S'pore inflation inches up to 1.6% y-o-y in May as car prices fall

S'pore inflation inches up to 1.6% y-o-y in May as car prices fall

Inflation in Singapore picked up marginally to 1.6 per cent in May after sinking to a three-year low in April, when the consumer price index rose 1.5 per cent year-on-year.

Get the full story from The Business Times.

Here is the press release from the Monetary Authority of Singapore:

CPI-All Items inflation rose slightly to 1.6 per cent in May from 1.5 per cent in April. While car prices declined, it was more than offset by higher contributions from all other major categories.

Services inflation picked up to 2.5 per cent in May from 2.2 per cent in April, on account of costlier medical treatment and medical insurance as well as a smaller fall in holiday travel cost.

Food prices were up by 2.0 per cent in May, slightly stronger than the 1.8 per cent rise in the preceding month, reflecting steeper price increases for both non-cooked food and prepared meals.

Prices of oil-related items fell by a more modest 4.4 per cent in May compared with the 5.2 per cent decline in April, led by a smaller reduction in petrol pump prices.

Accommodation costs climbed by 5.1 per cent in May, up from 2.4 per cent in April, as the impact of the disbursement of HDB Service & Conservancy Charges (S&CC) rebates in April dissipated. Imputed rentals on owner-occupied accommodation continued to increase, contributing 0.9 per cent point to overall inflation in May.

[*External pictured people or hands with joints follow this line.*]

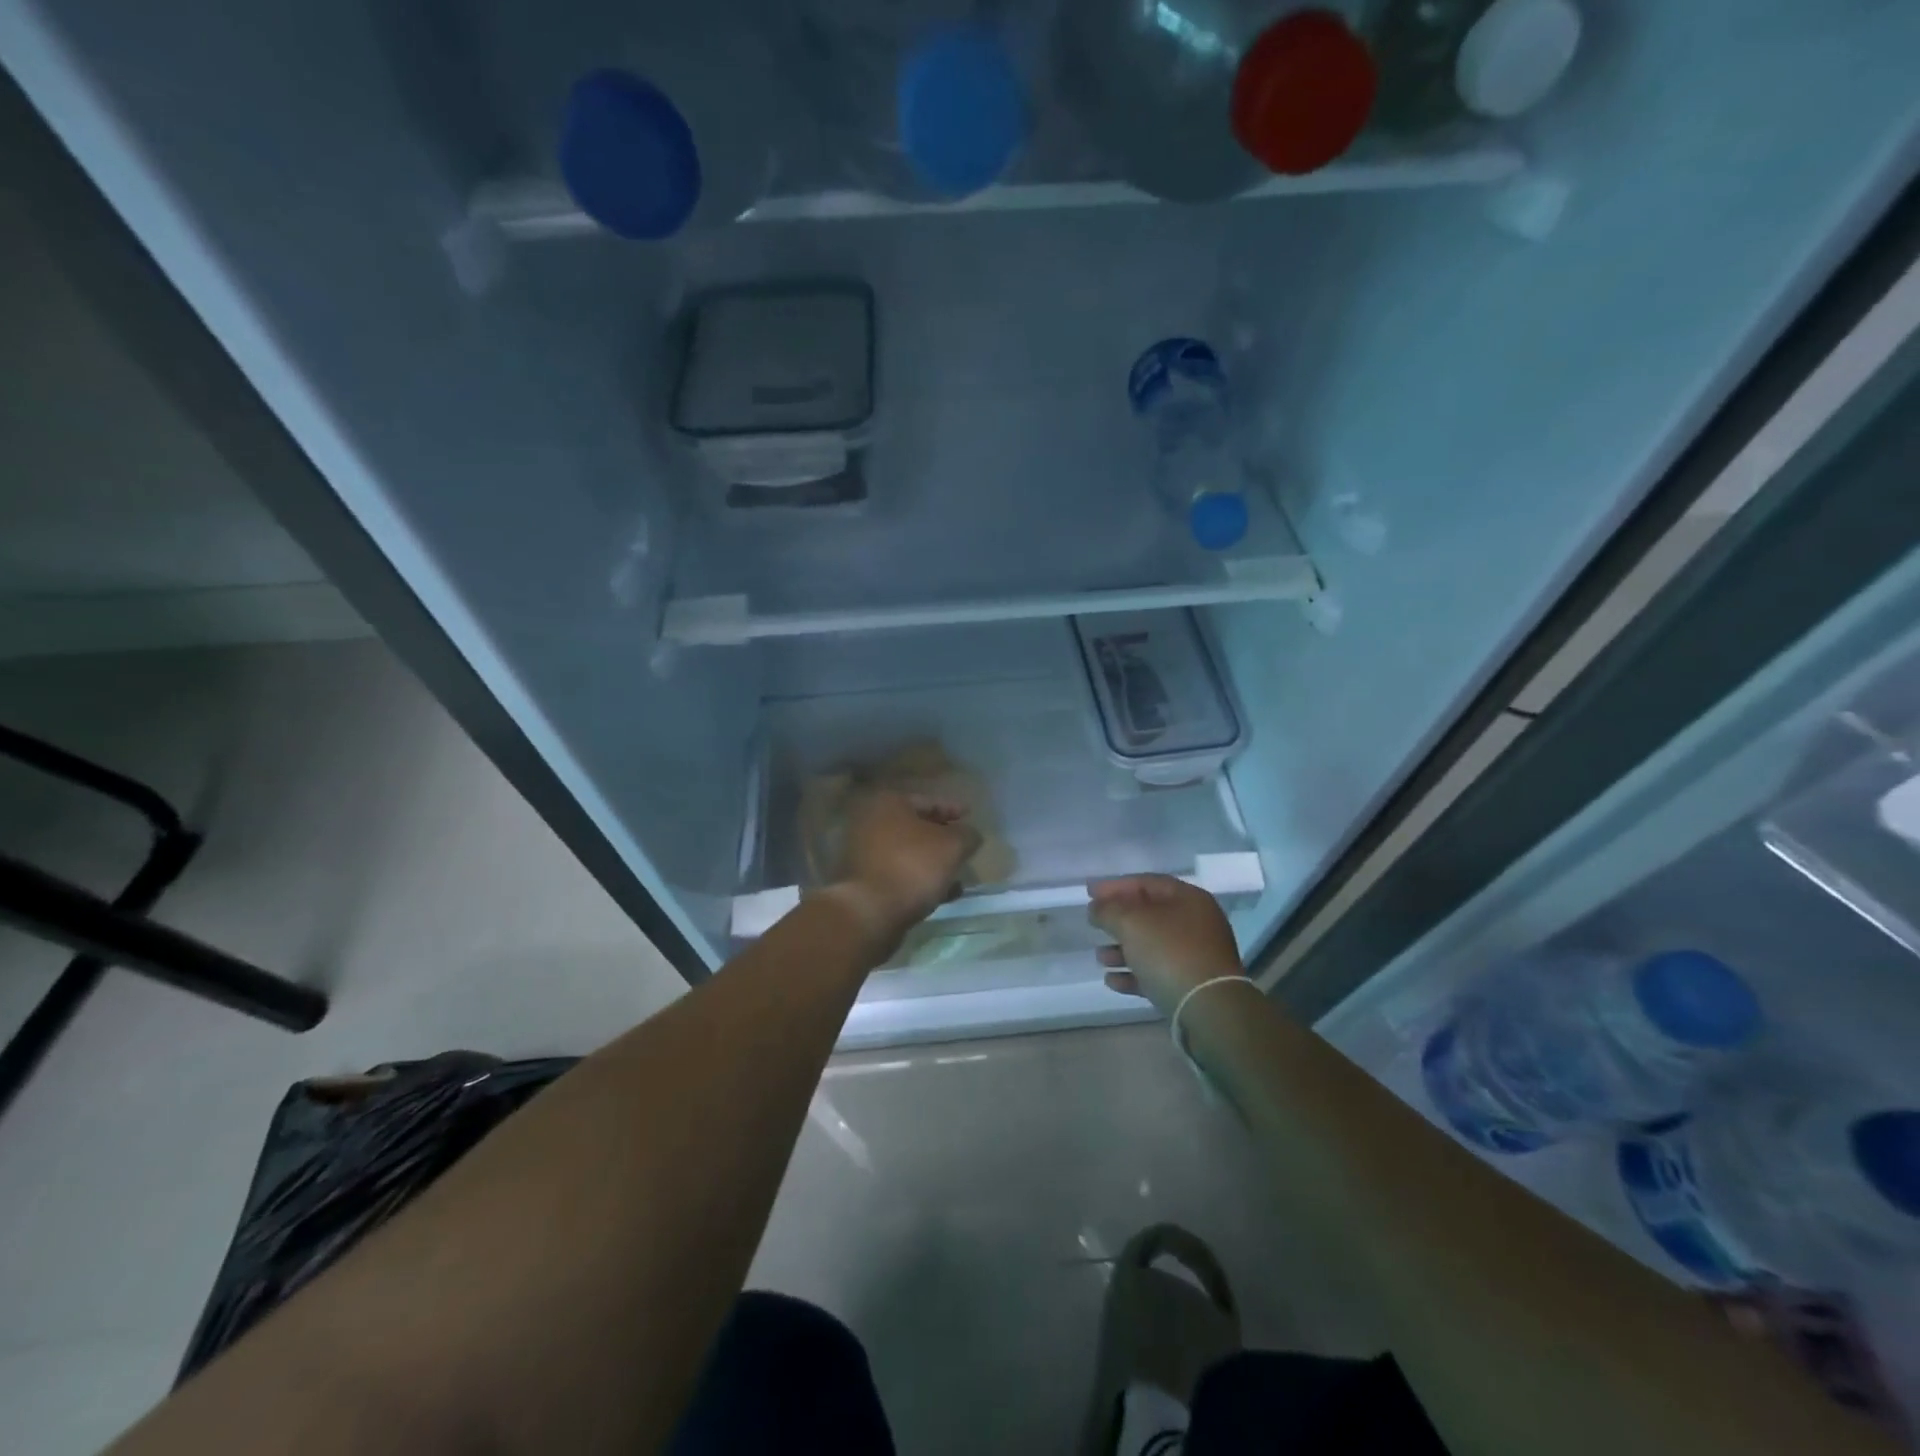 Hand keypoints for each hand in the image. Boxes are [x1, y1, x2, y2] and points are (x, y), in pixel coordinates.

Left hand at [827, 790, 981, 954]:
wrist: (870, 911)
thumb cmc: (913, 866)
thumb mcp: (952, 846)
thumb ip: (967, 835)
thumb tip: (970, 835)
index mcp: (889, 804)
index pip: (928, 800)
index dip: (952, 808)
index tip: (970, 815)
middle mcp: (871, 823)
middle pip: (915, 827)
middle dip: (941, 838)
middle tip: (963, 845)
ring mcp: (864, 854)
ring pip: (908, 853)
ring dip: (932, 862)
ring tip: (958, 874)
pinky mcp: (864, 882)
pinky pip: (899, 875)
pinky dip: (920, 880)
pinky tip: (943, 894)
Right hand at [1088, 875, 1245, 1017]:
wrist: (1208, 1008)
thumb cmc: (1169, 952)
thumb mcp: (1131, 922)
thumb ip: (1108, 910)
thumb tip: (1097, 908)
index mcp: (1188, 899)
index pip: (1147, 882)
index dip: (1115, 885)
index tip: (1089, 892)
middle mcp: (1196, 923)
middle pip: (1150, 914)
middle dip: (1118, 919)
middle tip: (1093, 923)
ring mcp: (1197, 956)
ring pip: (1152, 945)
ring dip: (1122, 949)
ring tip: (1100, 957)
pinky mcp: (1192, 985)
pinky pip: (1157, 972)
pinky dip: (1134, 973)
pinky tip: (1112, 981) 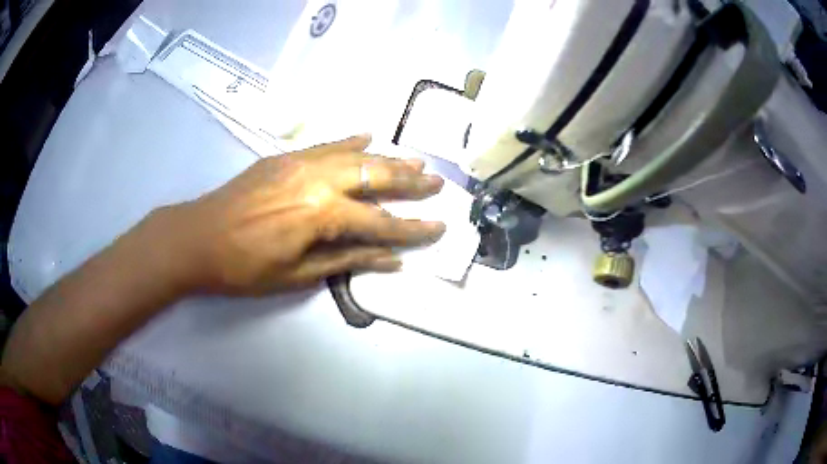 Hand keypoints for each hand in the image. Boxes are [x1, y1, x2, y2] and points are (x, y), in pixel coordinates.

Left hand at [161, 135, 445, 295]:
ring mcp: (300, 162)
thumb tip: (391, 260)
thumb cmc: (244, 268)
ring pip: (355, 156)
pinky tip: (367, 136)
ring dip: (387, 158)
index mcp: (322, 214)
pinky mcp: (284, 157)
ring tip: (415, 160)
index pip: (380, 222)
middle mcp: (318, 180)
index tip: (439, 227)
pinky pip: (325, 144)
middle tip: (437, 181)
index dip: (412, 228)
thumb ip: (347, 261)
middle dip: (410, 181)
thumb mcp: (297, 275)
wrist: (196, 237)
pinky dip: (349, 141)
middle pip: (374, 177) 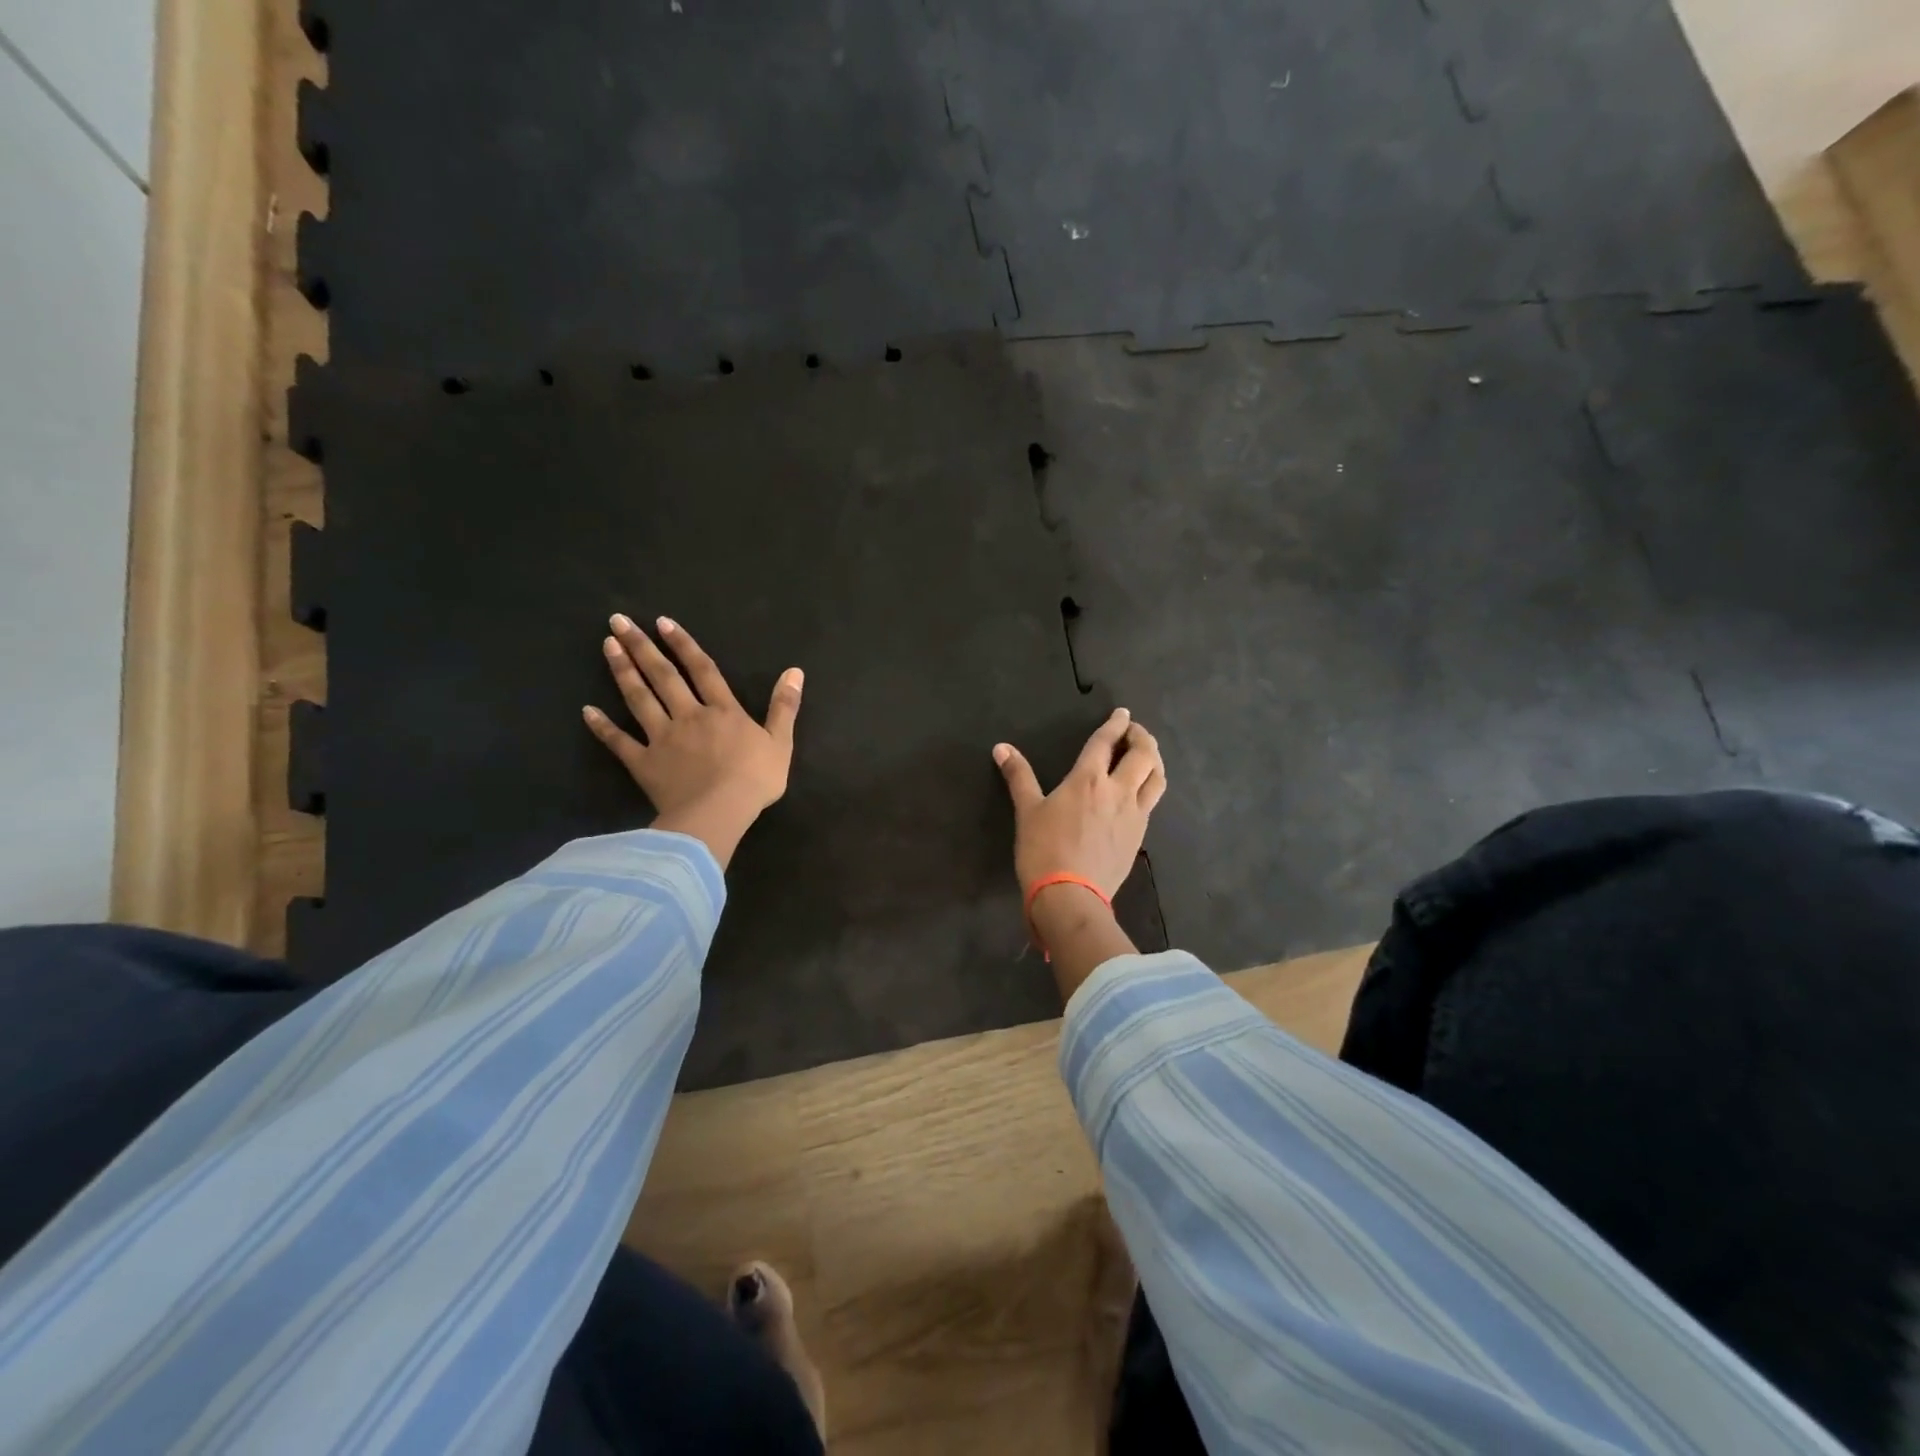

Private road transport cost fell by 3.7 per cent in May, the first decline since 2009, reversing the 0.5 per cent rise in April. The fall was due to lower COE premiums in April and price adjustments by car dealers following the implementation of the motor vehicle-related policy measures.

CPI less imputed rentals on owner-occupied accommodation (CPI-ex OOA) rose at a slightly faster pace of 0.8 per cent.

Inflation as measured by CPI less imputed rentals on OOA (CPI-ex OOA) edged up to 0.8 per cent in May from 0.6 per cent a month earlier, given the dissipation of the impact of S&CC rebates and higher contributions from costs of services, food and oil-related items.